4. If the transaction is in the public interest.

[Note: Lawmakers should tailor this non-exhaustive list of factors to state priorities. Lawmakers may want to list specific services in Section 5 (C)(i)(g) or choose to define “essential services” in regulation and to help define when transactions are in the public interest. As above, lawmakers should note if their state has a statutory definition of “public interest” and if that definition is appropriate here. ]

(D) This section does not limit or alter any existing authority of the Attorney General or any state agency to enforce any other law including state or federal antitrust law or to review non-profit transactions.

Section 6: Post-transaction Oversight

(A) The Attorney General may enforce conditions imposed by a conditional approval pursuant to [Section 5] to the fullest extent provided by law.
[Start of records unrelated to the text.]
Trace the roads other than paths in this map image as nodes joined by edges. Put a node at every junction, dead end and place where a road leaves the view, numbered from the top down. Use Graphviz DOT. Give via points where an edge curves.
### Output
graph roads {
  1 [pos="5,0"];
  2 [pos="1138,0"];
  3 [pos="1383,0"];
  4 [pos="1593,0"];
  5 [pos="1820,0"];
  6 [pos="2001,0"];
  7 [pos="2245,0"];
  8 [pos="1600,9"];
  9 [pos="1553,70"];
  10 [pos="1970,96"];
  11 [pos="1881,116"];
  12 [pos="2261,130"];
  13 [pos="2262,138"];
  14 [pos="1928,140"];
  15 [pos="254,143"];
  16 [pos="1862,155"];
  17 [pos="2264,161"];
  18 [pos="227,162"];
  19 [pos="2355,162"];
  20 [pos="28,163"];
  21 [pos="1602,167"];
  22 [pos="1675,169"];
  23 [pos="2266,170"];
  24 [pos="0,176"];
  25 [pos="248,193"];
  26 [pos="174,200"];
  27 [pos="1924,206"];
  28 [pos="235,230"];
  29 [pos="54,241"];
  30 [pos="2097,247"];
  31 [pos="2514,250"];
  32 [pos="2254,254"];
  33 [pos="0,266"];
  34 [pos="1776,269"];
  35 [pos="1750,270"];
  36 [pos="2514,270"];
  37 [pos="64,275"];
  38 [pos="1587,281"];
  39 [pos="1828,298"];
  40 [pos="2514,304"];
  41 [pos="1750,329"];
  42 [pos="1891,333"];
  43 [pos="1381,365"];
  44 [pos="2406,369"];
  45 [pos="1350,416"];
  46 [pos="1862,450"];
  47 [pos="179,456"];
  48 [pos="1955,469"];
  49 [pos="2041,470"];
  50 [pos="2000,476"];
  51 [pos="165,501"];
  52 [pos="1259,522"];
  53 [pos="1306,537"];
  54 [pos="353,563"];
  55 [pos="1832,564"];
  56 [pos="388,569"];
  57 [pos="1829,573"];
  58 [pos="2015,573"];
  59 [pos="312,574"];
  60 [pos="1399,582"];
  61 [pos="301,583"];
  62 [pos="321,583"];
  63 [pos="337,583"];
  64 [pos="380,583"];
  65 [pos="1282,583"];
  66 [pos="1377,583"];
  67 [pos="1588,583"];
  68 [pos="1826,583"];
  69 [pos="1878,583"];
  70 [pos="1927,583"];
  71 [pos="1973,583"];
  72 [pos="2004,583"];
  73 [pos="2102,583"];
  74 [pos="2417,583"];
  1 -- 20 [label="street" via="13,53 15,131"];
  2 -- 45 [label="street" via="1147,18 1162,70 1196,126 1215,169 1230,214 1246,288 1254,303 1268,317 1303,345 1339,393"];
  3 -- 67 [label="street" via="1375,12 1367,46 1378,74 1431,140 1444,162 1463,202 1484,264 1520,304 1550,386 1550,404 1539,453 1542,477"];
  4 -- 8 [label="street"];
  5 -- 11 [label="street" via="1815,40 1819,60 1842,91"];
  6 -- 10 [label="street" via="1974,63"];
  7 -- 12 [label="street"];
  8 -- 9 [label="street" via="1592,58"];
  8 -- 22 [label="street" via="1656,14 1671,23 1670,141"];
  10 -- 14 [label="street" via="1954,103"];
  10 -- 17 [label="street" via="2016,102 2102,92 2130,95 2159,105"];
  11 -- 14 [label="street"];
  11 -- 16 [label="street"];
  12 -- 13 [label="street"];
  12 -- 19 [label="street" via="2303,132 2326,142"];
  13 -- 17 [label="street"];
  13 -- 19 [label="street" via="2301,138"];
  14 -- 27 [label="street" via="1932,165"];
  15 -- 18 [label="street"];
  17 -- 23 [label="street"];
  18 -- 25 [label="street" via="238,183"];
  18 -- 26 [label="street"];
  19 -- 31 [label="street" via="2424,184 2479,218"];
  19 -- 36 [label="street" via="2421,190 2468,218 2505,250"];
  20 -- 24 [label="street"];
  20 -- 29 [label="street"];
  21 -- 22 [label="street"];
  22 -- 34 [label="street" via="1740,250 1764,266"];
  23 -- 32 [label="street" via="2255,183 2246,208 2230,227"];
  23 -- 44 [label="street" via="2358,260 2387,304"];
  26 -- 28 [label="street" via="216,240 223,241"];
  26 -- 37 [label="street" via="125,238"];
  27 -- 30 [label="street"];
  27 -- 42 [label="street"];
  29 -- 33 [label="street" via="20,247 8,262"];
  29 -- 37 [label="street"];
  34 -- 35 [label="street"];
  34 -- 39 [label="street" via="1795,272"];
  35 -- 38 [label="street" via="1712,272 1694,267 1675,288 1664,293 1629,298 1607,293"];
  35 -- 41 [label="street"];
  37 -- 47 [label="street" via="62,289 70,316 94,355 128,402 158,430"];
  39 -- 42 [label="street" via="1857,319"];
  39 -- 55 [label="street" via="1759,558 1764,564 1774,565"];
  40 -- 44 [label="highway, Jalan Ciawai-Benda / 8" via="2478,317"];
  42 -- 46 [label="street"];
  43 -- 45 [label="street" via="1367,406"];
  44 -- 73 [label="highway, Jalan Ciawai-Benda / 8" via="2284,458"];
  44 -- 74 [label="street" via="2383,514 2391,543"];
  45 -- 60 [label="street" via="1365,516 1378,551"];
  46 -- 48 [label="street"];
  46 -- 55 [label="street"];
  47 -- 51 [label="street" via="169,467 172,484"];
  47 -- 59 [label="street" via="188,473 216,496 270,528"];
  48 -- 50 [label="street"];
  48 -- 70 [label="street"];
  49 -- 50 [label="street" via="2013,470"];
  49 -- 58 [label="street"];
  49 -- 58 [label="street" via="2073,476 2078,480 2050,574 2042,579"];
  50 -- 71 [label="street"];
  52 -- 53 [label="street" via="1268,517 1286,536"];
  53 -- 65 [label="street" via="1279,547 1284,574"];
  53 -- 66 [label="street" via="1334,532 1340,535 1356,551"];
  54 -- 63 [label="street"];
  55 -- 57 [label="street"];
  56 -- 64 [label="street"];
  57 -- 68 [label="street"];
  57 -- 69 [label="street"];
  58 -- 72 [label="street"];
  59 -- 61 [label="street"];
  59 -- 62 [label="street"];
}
In addition to any legal remedies the Attorney General may have, the Attorney General shall be entitled to specific performance, injunctive relief, and other equitable remedies a court deems appropriate for breach of any of the conditions and shall be entitled to recover its attorney’s fees and costs incurred in remedying each violation.

(B) In order to monitor effectively ongoing compliance with the terms and conditions of any transaction, the Attorney General may, in his or her sole discretion, contract with experts and consultants to assist in this regard.
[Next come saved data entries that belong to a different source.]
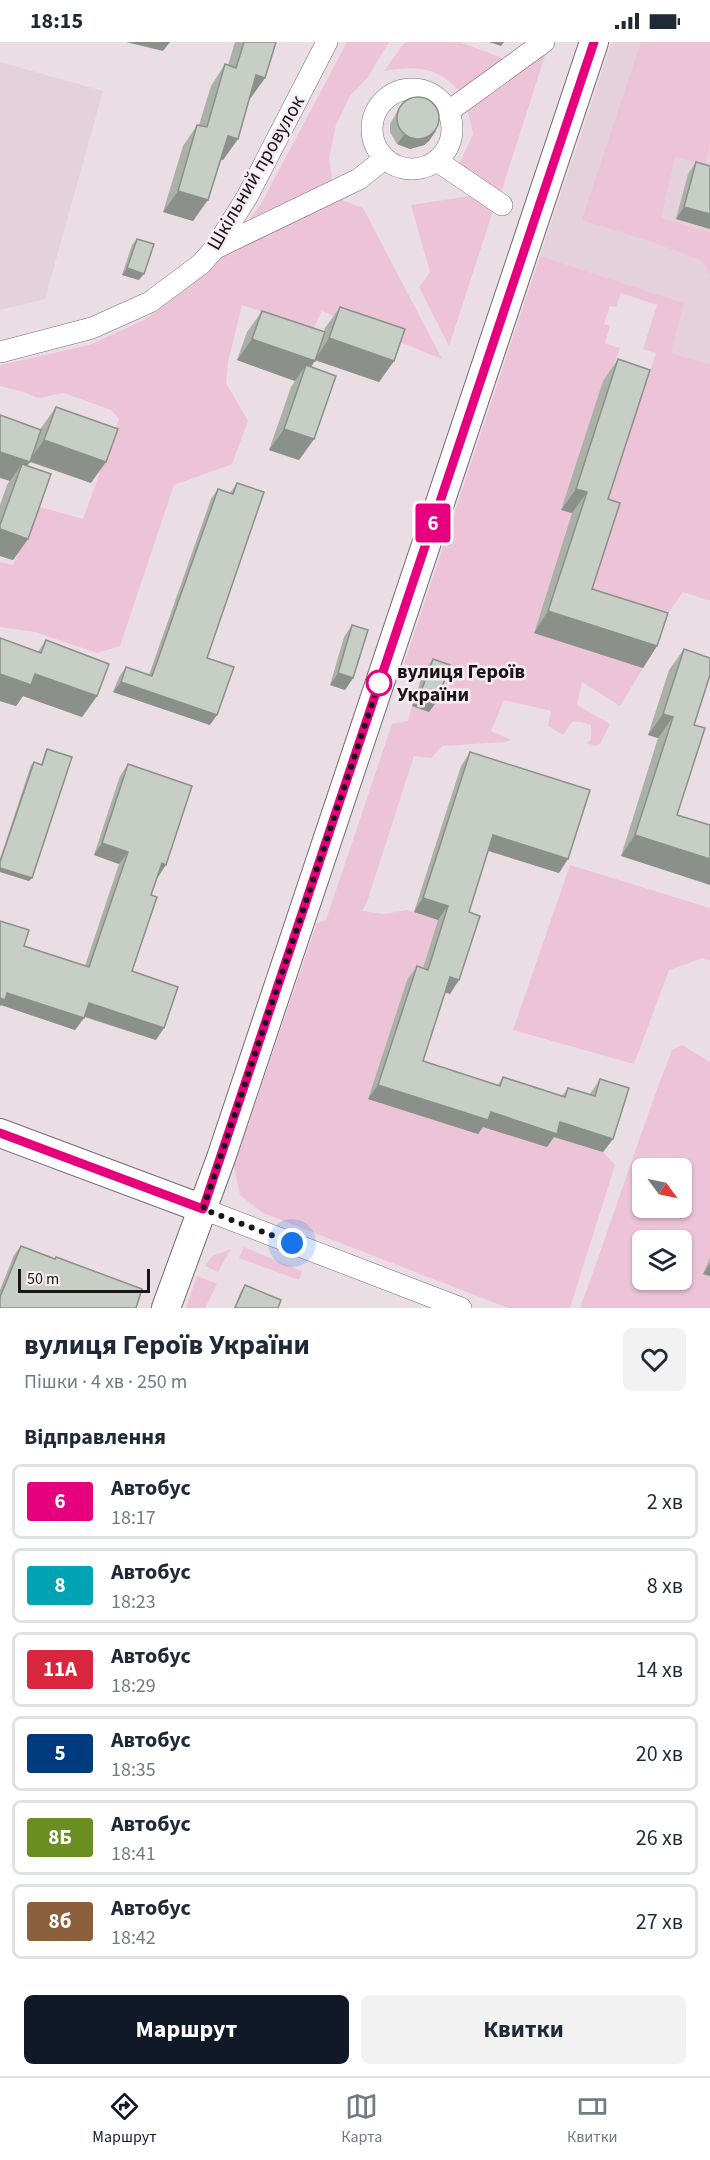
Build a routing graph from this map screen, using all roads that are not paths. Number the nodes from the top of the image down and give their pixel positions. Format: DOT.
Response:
graph roads {
  1 [pos="327,42"];
  2 [pos="544,42"];
  3 [pos="594,42"];
  4 [pos="449,111"];
  5 [pos="384,159"];
  6 [pos="437,161"];
  7 [pos="502,205"];
  8 [pos="215,248"];
  9 [pos="0,352"];
  10 [pos="0,1133"];
  11 [pos="203,1209"];
  12 [pos="166,1308"];
  13 [pos="461,1308"];
  1 -- 8 [label="street, Шкільний провулок"];
  2 -- 4 [label="street"];
  3 -- 11 [label="main road"];
  4 -- 5 [label="street"];
  4 -- 6 [label="street"];
  5 -- 6 [label="street"];
  5 -- 8 [label="street"];
  6 -- 7 [label="street"];
  8 -- 9 [label="street, Шкільний провулок"];
  10 -- 11 [label="main road"];
  11 -- 12 [label="main road"];
  11 -- 13 [label="street"];
}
(C) One year, two years, and five years after the completion of the material change transaction approved or conditionally approved by the Attorney General after a comprehensive review under [Section 4], the health care entity or the person, corporation, partnership, or any other entity that acquired direct or indirect control over the health care entity must submit reports to the Attorney General that:

  1. Demonstrate compliance with conditions placed on the transaction, if any; and
  2. Analyze cost trends and cost growth trends of the parties to the transactions.

(D) The Attorney General shall be entitled to [charge costs to or receive reimbursement from] the transacting parties for all actual, reasonable, and direct costs incurred in monitoring ongoing compliance with the terms and conditions of the sale or transfer of assets, including contract and administrative costs.

[Note: Lawmakers should follow existing state law regarding procurement practices when drafting this section to determine whether the Attorney General should be reimbursed or whether the transacting parties should be billed directly. The Attorney General should maintain complete discretion in choosing consultants or experts to review the transaction.]

(E) Contract costs shall not exceed an amount that is reasonable and necessary to conduct the review and evaluation. The transacting parties shall pay the Attorney General promptly for all contract costs.

Section 7: Regulations

(A) The Attorney General [or state cost commission] may adopt regulations implementing [this Act].